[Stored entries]
%%

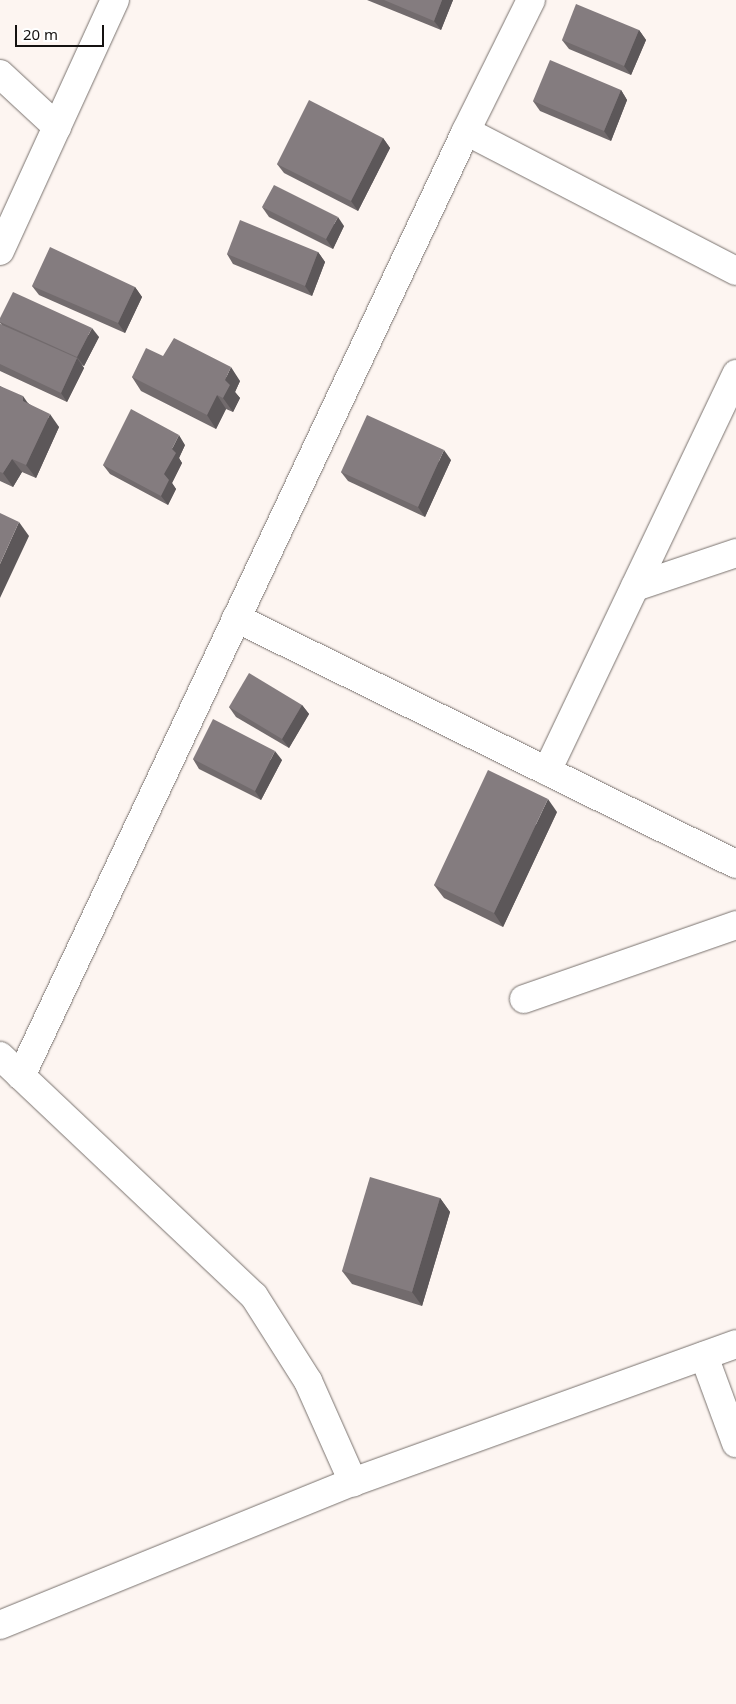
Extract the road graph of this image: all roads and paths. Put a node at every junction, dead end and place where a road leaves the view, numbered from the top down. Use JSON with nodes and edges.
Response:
{"nodes":[{"id":1,"x":115,"y":0,"type":"edge"},
{"id":2,"x":531,"y":0,"type":"edge"},
{"id":3,"x":0,"y":74,"type":"edge"},
{"id":4,"x":57,"y":127,"type":"junction"},
{"id":5,"x":466,"y":131,"type":"junction"},
{"id":6,"x":0,"y":251,"type":"edge"},
{"id":7,"x":736,"y":271,"type":"edge"},
{"id":8,"x":736,"y":374,"type":"edge"},
{"id":9,"x":736,"y":553,"type":"edge"},
{"id":10,"x":635,"y":587,"type":"junction"},
{"id":11,"x":236,"y":618,"type":"junction"},
{"id":12,"x":547,"y":771,"type":"junction"},
{"id":13,"x":736,"y":864,"type":"edge"},
{"id":14,"x":736,"y":925,"type":"edge"},
{"id":15,"x":524,"y":999,"type":"dead end"},
{"id":16,"x":0,"y":1056,"type":"edge"},
{"id":17,"x":21,"y":1076,"type":"junction"},
{"id":18,"x":736,"y":1344,"type":"edge"},
{"id":19,"x":704,"y":1356,"type":"junction"},
{"id":20,"x":736,"y":1443,"type":"edge"},
{"id":21,"x":353,"y":1482,"type":"junction"},
{"id":22,"x":0,"y":1625,"type":"edge"}],
"edges":[{"from":1,"to":4,"type":"street"},
{"from":2,"to":5,"type":"street"},
{"from":3,"to":4,"type":"street"},
{"from":4,"to":6,"type":"street"},
{"from":5,"to":7,"type":"street"},
{"from":5,"to":11,"type":"street"},
{"from":8,"to":10,"type":"street"},
{"from":9,"to":10,"type":"street"},
{"from":10,"to":12,"type":"street"},
{"from":11,"to":12,"type":"street"},
{"from":11,"to":17,"type":"street"},
{"from":12,"to":13,"type":"street"},
{"from":14,"to":15,"type":"street"},
{"from":16,"to":17,"type":"street"},
{"from":17,"to":21,"type":"street"},
{"from":18,"to":19,"type":"street"},
{"from":19,"to":20,"type":"street"},
{"from":19,"to":21,"type":"street"},
{"from":21,"to":22,"type":"street"}]}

%%

▶ [The task]: An exact copy of the entries above, with no pictures, is the required answer.

▶ [Task answer]:
Extract the road graph of this image: all roads and paths. Put a node at every junction, dead end and place where a road leaves the view, numbered from the top down. Use JSON with nodes and edges.
Response:
{"nodes":[{"id":1,"x":115,"y":0,"type":"edge"},
{"id":2,"x":531,"y":0,"type":"edge"},
{"id":3,"x":0,"y":74,"type":"edge"},
{"id":4,"x":57,"y":127,"type":"junction"},
{"id":5,"x":466,"y":131,"type":"junction"},
{"id":6,"x":0,"y":251,"type":"edge"},
{"id":7,"x":736,"y":271,"type":"edge"},
{"id":8,"x":736,"y":374,"type":"edge"},
{"id":9,"x":736,"y":553,"type":"edge"},
{"id":10,"x":635,"y":587,"type":"junction"},
{"id":11,"x":236,"y":618,"type":"junction"},
{"id":12,"x":547,"y":771,"type":"junction"},
{"id":13,"x":736,"y":864,"type":"edge"},
{"id":14,"x":736,"y":925,"type":"edge"},
{"id":15,"x":524,"y":999,"type":"dead end"},
{"id":16,"x":0,"y":1056,"type":"edge"},
{"id":17,"x":21,"y":1076,"type":"junction"},
{"id":18,"x":736,"y":1344,"type":"edge"},
{"id":19,"x":704,"y":1356,"type":"junction"},
{"id":20,"x":736,"y":1443,"type":"edge"},
{"id":21,"x":353,"y":1482,"type":"junction"},
{"id":22,"x":0,"y":1625,"type":"edge"}],
"edges":[{"from":1,"to":4,"type":"street"},
{"from":2,"to":5,"type":"street"},
{"from":3,"to":4,"type":"street"},
{"from":4,"to":6,"type":"street"},
{"from":5,"to":7,"type":"street"},
{"from":5,"to":11,"type":"street"},
{"from":8,"to":10,"type":"street"},
{"from":9,"to":10,"type":"street"},
{"from":10,"to":12,"type":"street"},
{"from":11,"to":12,"type":"street"},
{"from":11,"to":17,"type":"street"},
{"from":12,"to":13,"type":"street"},
{"from":14,"to":15,"type":"street"},
{"from":16,"to":17,"type":"street"},
{"from":17,"to":21,"type":"street"},
{"from":18,"to":19,"type":"street"},
{"from":19,"to":20,"type":"street"},
{"from":19,"to":21,"type":"street"},
{"from":21,"to":22,"type":"street"}]}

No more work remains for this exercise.